The Competition Appeal Tribunal concluded at paragraph 108 that in practice there would be little to choose between the criminal standard and that heightened civil standard:
“Since cases under the Act involving penalties are serious matters, it follows from Re H that strong and convincing evidence will be required before infringements of the Chapter I and Chapter II prohibitions can be found to be proved, even to the civil standard. Indeed, whether we are, in technical terms, applying a civil standard on the basis of strong and convincing evidence, or a criminal standard of beyond reasonable doubt, we think in practice the result is likely to be the same. We find it difficult to imagine, for example, this Tribunal upholding a penalty if there were a reasonable doubt in our minds, or if we were anything less than sure that the Decision was soundly based.”

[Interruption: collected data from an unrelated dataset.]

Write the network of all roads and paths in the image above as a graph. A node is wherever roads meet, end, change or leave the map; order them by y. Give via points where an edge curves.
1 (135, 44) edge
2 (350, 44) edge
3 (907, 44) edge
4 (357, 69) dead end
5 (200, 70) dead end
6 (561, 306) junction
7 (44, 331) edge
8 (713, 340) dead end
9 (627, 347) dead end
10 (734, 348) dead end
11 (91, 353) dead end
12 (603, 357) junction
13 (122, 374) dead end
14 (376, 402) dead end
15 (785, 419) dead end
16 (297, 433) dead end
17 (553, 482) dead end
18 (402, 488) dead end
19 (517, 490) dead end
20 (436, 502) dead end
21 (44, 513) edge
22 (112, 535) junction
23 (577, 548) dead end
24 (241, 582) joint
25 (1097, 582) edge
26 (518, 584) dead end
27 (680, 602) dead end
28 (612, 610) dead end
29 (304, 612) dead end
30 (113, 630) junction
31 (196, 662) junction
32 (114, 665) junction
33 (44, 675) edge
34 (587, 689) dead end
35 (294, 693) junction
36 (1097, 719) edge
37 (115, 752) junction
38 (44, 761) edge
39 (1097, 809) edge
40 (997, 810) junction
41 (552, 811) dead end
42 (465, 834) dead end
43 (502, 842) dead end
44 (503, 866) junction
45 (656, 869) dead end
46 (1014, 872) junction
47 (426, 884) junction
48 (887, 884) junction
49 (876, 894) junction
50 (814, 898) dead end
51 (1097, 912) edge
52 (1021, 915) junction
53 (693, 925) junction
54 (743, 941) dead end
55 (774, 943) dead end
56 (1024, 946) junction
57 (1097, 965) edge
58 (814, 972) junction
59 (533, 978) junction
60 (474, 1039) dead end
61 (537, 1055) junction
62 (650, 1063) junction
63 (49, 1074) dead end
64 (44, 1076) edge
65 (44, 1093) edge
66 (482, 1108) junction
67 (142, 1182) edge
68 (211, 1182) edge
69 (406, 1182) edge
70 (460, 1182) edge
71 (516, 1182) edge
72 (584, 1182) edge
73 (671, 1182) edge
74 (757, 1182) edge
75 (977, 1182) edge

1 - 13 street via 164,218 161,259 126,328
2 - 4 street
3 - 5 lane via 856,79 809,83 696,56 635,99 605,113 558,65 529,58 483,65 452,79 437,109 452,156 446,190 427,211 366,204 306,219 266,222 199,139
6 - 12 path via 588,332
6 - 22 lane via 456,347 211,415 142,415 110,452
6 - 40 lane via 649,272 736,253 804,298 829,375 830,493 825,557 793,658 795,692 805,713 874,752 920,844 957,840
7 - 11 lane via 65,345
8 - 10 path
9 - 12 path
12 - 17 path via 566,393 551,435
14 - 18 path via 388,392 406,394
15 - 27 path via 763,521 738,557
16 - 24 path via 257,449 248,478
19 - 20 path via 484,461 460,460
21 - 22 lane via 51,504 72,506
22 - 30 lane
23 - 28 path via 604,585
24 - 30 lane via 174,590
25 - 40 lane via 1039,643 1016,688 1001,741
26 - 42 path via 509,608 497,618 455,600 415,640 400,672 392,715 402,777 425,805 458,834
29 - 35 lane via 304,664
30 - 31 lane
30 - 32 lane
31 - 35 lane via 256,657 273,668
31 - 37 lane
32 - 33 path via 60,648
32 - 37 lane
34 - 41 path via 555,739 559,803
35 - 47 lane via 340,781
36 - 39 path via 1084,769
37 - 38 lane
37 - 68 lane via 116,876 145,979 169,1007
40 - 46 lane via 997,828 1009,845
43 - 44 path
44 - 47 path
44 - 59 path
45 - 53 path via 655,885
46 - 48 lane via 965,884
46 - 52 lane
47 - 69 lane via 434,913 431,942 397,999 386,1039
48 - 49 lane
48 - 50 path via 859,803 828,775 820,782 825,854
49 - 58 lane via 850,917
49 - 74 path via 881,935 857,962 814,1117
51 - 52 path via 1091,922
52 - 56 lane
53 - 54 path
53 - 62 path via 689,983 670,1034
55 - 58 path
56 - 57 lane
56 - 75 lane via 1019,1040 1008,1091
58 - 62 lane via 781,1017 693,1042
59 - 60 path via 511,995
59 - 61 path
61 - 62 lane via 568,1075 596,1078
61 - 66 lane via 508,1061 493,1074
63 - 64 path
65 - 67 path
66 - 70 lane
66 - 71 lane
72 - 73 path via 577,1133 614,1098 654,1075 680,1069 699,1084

Furthermore, although the proceedings are not criminal, for the purposes of Article 6 of the European Convention on Human Rights, they are regarded as involving a “criminal charge”: see Napp at paragraphs 93-4. In the recent case of Crest Nicholson Plc v Office of Fair Trading [2009] EWHC 1875 (Admin) Cranston J, citing Napp, referred to infringement proceedings as being of a quasi-criminal nature.

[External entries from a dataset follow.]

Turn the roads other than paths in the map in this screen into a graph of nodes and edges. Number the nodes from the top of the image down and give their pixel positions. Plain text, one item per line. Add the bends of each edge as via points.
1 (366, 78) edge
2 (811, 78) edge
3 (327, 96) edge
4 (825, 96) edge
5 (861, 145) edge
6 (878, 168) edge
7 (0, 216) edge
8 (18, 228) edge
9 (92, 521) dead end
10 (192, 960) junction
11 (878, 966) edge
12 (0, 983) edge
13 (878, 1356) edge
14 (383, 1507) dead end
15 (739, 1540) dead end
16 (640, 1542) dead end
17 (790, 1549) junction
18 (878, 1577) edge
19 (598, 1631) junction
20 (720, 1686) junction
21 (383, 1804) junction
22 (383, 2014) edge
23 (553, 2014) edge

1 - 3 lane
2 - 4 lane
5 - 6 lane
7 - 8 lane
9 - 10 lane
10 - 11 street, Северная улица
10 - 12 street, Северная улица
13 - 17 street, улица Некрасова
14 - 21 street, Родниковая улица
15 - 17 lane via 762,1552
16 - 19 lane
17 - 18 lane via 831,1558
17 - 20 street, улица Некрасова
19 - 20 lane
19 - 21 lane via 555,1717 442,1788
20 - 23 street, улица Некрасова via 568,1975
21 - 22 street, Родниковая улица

The third reason is that, although the penalty which the OFT may impose is a civil or administrative penalty, it has many of the characteristics of a fine imposed for commission of a criminal offence. As already noted, a penalty can only be imposed under section 36 of the Competition Act where the OFT is satisfied that the infringement has been committed intentionally or negligently by the undertaking: see section 36(3).

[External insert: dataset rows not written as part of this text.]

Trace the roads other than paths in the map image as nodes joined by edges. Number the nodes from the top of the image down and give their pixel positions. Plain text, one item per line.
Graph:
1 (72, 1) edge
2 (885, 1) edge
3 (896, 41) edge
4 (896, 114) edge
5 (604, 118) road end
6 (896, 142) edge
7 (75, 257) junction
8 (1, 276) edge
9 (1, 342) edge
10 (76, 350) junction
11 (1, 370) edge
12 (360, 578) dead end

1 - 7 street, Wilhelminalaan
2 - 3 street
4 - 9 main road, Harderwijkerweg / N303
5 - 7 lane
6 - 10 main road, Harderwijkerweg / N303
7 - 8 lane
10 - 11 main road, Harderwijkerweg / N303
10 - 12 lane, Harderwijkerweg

The meaning of “intentionally” and “negligently” in this context was considered by the Competition Appeal Tribunal in Napp at paragraphs 456 to 458:
“456. As to the meaning of “intentionally” in section 36(3), in our judgment an infringement is committed intentionally for the purposes of the Act if the undertaking must have been aware that its conduct was of such a nature as to encourage a restriction or distortion of competition: see Musique Diffusion Français , and Parker Pen , cited above. It is sufficient that the undertaking could not have been unaware that its conduct had the object or would have the effect of restricting competition, without it being necessary to show that the undertaking also knew that it was infringing the Chapter I or Chapter II prohibition: see BPB Industries and British Gypsum , cited above, at paragraph 165 of the judgment, and Case T-29/92 SPO and Others v Commission [1995] ECR II-289, at paragraph 356. While in some cases the undertaking’s intention will be confirmed by internal documents, in our judgment, and in the absence of any evidence to the contrary, the fact that certain consequences are plainly foreseeable is an element from which the requisite intention may be inferred. If, therefore, a dominant undertaking pursues a certain policy which in fact has, or would foreseeably have, an anti-competitive effect, it may be legitimate to infer that it is acting “intentionally” for the purposes of section 36(3).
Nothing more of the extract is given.